I met Sloan’s gaze. “It’s new, otherwise it’d be gray.”

“Then why did you stop over my vent when I started talking about bribing the Mop Cops?”

“I had to fix my tool belt, it slipped. You heard it bang.”

He studied me and I kept my innocent expression.

“Hey! Look what I found.” The friend held the microphone I had planted above the vent. Damn! I had hoped he wouldn’t look directly up. He rolled it around his palm. “I think it’s a mic.”

“Care to change your story?” Sloan asked.

“I didn’t plant that. Someone else must have.”

But Sloan didn’t believe me and recognition flashed in his eyes. “You’re that scrub. And as I recall, your little group of uppers used those mics to listen to the Pop Cops.”

“So? It’s probably left over from before. Let me go or I’ll scream for help.”

“Go ahead and yell, no one in here will care. Cain, check her belt for more of those devices.”

A cold and clammy fear spread through my muscles as Cain fumbled through my tools. He found the bag with the remaining few mics.

Sloan’s grip tightened as anger shone on his face. “Traitor.” He let go of my left wrist and slapped me across the cheek.

Pain exploded as my head whipped to the side. Tears welled. Sloan shifted off my legs. And before I could react, he shoved me with his feet. I slammed into the rail opposite Cain. With another push from him, I went up and over, falling off the bunk.

The landing knocked the breath from me. I curled into a ball and gasped for air. My shoulder hurt. Sloan’s loud voice carried over the general din, informing everyone in the barracks about me.

No time to recover. Legs surrounded me on both sides and I suffered two hard kicks to my back. When one clipped my head, I feared for my life. I rolled under the bunk. Too narrow to provide any protection, I kept rolling, hoping to outdistance the scrubs chasing me. Bunk, walkway, bunk, walkway, bunk, walkway.

Yells followed me. The floor vibrated with the rush of so many feet. As I drew closer to my goal—the far east wall, I noticed a line of scrubs waiting along that last walkway. Damn. I couldn’t stop and I couldn’t change my trajectory. Or could I?

Taking the biggest risk of my life, I paused under a bunk.

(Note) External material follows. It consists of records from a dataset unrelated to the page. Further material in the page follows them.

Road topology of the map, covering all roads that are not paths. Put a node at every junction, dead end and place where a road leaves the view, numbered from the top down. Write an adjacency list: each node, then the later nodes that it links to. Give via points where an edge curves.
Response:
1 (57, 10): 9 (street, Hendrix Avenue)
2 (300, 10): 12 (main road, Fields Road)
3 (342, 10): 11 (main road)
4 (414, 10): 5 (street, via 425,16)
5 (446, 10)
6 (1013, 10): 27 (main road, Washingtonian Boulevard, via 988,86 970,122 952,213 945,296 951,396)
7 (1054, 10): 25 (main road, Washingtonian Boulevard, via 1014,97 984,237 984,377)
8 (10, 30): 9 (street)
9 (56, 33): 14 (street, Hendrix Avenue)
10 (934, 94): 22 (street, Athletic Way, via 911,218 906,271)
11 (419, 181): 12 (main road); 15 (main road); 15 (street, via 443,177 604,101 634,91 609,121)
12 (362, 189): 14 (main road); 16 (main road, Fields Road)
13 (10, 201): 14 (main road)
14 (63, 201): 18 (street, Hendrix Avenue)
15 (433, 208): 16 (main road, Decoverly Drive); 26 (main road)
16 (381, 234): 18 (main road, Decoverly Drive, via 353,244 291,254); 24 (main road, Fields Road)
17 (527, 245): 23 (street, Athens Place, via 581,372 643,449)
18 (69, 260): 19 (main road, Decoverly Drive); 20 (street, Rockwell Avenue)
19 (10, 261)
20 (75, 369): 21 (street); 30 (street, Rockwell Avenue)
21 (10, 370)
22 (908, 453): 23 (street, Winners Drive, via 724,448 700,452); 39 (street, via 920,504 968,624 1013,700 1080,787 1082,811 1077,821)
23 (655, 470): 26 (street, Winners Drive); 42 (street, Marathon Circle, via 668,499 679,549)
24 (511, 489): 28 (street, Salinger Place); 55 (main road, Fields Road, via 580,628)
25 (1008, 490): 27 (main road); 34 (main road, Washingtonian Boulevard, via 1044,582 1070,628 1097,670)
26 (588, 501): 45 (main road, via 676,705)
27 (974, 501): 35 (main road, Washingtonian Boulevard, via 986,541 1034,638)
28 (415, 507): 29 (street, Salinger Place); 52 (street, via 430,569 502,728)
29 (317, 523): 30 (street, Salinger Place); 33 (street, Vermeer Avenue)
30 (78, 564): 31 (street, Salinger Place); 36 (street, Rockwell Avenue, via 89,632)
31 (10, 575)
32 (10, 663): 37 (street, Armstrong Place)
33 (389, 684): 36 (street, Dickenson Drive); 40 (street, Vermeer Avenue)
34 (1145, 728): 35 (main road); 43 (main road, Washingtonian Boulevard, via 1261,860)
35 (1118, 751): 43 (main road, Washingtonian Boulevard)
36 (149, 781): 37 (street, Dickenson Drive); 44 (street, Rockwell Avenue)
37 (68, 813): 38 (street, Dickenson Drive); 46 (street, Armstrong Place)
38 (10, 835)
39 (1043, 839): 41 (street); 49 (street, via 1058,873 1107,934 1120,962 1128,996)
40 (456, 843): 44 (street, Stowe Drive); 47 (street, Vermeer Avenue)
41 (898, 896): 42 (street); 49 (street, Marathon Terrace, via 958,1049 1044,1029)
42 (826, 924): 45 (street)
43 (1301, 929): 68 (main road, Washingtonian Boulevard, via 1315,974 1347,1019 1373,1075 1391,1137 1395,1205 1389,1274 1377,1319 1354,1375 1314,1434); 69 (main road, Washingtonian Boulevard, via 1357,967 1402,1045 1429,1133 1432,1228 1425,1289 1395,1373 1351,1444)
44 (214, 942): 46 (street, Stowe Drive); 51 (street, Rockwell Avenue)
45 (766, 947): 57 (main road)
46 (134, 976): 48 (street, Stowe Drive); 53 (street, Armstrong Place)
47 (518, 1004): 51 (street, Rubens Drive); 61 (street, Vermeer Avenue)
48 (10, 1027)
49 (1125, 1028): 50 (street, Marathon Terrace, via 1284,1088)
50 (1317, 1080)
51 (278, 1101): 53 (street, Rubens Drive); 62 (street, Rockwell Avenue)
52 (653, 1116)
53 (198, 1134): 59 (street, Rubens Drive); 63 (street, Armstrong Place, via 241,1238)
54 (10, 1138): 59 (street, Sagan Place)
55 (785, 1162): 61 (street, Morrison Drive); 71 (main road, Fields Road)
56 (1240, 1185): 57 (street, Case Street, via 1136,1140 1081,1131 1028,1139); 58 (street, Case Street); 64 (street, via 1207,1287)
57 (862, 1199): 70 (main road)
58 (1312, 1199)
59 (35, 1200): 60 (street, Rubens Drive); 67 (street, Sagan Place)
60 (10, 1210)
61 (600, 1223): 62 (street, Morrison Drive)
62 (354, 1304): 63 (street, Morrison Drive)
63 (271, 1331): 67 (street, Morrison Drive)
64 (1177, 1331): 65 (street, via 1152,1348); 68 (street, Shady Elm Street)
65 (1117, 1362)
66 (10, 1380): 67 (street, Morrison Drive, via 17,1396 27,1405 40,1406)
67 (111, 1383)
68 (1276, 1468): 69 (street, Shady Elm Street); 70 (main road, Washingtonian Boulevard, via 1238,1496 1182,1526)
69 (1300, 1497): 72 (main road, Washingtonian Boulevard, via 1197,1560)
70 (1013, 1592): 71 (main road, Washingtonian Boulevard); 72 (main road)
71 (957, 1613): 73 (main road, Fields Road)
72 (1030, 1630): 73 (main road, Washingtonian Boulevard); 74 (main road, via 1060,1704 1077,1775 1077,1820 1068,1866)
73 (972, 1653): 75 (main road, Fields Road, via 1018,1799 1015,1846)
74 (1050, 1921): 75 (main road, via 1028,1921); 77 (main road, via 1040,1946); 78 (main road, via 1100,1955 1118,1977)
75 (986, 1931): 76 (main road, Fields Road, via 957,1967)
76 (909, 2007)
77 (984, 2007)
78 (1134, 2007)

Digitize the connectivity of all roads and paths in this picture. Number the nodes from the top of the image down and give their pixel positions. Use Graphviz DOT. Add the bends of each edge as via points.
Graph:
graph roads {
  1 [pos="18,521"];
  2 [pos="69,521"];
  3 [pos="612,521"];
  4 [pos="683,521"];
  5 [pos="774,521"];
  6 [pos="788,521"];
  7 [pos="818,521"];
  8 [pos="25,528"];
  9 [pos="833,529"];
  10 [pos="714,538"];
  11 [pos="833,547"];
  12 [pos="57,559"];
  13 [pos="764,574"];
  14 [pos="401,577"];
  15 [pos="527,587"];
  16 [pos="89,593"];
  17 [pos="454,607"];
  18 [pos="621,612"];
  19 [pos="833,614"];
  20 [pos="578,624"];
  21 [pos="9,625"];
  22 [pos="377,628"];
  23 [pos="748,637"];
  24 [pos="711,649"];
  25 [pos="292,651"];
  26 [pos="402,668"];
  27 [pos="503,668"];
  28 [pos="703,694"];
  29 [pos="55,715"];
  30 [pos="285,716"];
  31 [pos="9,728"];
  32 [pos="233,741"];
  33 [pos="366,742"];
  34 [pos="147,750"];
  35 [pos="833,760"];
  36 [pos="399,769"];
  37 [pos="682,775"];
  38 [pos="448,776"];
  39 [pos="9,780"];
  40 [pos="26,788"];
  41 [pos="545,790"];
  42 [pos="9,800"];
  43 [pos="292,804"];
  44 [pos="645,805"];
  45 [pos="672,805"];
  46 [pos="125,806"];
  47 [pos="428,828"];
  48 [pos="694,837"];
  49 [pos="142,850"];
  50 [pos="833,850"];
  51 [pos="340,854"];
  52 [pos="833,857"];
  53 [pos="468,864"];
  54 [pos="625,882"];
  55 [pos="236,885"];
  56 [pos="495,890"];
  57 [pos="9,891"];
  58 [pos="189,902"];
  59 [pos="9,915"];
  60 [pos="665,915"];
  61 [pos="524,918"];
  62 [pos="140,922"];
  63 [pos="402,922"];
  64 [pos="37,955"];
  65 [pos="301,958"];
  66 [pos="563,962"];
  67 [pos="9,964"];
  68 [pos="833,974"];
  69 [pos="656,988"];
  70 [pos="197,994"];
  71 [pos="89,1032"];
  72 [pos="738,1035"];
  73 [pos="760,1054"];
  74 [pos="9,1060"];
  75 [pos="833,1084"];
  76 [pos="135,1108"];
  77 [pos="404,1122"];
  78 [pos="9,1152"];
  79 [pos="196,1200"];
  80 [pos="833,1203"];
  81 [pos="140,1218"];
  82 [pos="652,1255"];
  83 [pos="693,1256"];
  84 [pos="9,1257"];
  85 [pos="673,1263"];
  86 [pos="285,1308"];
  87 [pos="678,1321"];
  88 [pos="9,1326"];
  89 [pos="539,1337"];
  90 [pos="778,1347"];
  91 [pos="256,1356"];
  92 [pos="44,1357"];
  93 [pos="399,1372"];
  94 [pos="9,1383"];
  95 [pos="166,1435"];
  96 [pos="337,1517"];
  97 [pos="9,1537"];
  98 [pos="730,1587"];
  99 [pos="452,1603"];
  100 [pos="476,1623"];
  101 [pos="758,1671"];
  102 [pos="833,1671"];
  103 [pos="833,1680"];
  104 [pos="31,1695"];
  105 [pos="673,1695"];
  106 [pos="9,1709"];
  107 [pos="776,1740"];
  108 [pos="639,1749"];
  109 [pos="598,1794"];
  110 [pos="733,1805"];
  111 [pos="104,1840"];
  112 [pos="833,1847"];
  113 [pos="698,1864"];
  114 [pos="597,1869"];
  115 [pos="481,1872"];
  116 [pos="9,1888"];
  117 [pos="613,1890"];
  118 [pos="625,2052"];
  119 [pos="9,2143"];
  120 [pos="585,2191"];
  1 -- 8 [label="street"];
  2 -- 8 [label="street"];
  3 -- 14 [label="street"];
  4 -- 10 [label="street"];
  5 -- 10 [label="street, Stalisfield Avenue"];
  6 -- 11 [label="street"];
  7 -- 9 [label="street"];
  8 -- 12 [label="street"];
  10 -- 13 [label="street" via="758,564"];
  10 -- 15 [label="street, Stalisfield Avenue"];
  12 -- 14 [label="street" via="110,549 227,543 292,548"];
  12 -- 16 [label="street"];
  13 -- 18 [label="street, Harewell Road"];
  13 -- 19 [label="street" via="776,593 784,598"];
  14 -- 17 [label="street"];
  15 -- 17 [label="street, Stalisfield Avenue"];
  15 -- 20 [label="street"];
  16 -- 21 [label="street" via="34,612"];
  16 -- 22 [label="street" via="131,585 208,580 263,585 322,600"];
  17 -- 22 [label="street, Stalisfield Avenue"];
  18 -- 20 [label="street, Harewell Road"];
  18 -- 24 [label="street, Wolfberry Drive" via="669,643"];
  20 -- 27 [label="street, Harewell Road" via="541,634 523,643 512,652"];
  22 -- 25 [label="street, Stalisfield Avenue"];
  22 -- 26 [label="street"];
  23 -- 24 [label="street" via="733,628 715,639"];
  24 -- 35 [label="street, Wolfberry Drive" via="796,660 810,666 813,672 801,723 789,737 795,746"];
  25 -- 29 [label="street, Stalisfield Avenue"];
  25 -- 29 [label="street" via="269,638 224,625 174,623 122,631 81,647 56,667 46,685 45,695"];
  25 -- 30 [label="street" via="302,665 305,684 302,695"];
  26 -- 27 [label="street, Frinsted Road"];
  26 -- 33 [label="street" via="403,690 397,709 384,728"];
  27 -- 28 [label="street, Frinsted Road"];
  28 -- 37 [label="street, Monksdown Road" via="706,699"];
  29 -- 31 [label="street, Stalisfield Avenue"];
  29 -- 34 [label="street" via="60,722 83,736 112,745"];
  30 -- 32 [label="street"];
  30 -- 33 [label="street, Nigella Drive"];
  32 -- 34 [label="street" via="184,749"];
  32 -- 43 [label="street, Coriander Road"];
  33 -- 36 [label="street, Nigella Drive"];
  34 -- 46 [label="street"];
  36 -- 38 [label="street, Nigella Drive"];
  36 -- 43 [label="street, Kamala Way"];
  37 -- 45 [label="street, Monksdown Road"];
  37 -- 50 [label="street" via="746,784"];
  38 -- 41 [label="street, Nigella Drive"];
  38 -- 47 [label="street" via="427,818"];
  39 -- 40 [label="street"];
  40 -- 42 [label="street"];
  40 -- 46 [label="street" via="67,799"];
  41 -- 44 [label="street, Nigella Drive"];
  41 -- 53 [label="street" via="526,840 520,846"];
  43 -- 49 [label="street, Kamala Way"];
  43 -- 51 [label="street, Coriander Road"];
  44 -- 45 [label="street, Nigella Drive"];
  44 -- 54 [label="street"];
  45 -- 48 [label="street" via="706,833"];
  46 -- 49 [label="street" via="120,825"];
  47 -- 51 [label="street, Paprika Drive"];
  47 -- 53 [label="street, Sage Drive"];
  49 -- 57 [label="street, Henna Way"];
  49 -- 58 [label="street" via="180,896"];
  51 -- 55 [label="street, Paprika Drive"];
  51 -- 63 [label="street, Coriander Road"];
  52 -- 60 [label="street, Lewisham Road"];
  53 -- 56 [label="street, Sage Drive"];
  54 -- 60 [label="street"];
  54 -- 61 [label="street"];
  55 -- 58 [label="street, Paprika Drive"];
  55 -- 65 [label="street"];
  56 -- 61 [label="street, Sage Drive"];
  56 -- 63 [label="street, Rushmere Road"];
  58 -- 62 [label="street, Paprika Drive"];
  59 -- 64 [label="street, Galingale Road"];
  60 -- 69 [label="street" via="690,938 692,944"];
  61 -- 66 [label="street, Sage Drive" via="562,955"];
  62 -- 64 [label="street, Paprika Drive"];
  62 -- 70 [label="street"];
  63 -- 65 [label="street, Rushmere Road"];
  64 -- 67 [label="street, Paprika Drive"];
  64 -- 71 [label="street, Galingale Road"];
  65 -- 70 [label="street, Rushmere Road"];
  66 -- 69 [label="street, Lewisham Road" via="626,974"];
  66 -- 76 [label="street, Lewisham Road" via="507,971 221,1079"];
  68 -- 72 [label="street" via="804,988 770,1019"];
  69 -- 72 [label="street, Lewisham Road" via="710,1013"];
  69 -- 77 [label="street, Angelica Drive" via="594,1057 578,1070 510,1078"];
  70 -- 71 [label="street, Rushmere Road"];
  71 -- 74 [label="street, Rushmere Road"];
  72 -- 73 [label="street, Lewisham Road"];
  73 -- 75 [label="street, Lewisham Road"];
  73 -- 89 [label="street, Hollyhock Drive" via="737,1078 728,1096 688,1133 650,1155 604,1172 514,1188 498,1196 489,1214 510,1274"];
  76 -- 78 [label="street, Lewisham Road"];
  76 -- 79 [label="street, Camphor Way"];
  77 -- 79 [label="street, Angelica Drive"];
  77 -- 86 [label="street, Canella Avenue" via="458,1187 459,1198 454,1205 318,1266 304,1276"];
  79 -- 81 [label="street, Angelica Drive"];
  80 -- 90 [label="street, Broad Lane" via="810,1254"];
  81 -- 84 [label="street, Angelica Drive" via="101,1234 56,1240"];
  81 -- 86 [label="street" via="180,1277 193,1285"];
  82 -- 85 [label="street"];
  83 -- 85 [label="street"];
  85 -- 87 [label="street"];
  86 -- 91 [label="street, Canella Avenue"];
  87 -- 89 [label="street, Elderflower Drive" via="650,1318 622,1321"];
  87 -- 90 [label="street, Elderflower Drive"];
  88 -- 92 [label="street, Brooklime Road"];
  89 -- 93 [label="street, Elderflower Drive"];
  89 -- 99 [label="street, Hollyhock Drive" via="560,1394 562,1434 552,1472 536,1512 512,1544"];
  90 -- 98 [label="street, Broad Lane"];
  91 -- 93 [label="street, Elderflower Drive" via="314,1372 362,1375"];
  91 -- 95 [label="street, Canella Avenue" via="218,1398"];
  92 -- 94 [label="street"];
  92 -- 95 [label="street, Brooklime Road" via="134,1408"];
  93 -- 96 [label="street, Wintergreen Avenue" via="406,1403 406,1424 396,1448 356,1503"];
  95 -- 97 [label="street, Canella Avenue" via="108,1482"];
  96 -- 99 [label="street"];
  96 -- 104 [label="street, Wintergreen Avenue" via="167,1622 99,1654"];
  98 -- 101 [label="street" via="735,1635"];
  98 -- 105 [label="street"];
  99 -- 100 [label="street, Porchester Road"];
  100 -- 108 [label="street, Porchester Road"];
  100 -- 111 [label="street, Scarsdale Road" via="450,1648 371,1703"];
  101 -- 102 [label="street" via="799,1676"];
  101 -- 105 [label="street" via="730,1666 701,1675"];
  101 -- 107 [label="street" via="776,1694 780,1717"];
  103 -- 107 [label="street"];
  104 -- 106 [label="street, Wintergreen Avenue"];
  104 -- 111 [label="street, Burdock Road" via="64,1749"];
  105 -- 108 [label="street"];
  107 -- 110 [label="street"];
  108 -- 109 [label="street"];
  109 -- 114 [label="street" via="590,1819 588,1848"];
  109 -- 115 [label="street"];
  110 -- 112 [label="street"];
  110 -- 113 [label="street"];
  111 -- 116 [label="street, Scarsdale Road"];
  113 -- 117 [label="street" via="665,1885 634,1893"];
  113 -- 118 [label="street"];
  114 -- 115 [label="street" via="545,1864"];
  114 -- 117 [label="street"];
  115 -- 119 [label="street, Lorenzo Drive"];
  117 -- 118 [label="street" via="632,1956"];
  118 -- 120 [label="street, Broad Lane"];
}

The scrubs chasing me climbed over and through the bunk without checking underneath. I knew there would be stragglers, but I couldn’t wait too long. Changing direction, I rolled the opposite way toward the west wall. Yells erupted.

But after I reached an empty walkway, I jumped to my feet and ran toward the south wall. It didn’t take long for them to catch on, but I had a bit of a head start. I poured every bit of energy into my short legs. Feet pounded behind me. I yanked a screwdriver from my belt.

No heating vent was in sight so when I reached the wall, I dove under a bunk and rolled again until I found one. I popped the cover off and scrambled inside. A hand grabbed my ankle, tugging me back. I stabbed the screwdriver into the hand. It released me as its owner swore loudly.

The heating vent would not provide a safe haven yet. I slid, squirmed, pushed and pulled. Voices shouted and echoed. Once I felt certain I’d escaped, I stopped. I had reached the connector shaft that led into waste handling in Sector H1.

Sweat-drenched and huffing for breath, I lay there. As my heart slowed and my muscles quit trembling, my other injuries demanded attention. My shoulder, wrists and hip ached. Sharp pain stabbed my back anytime I breathed in too deep. Overall I felt like I’d been shoved through a pipe too small for me. However, every stab of pain reminded me of my luck in getting out of there alive.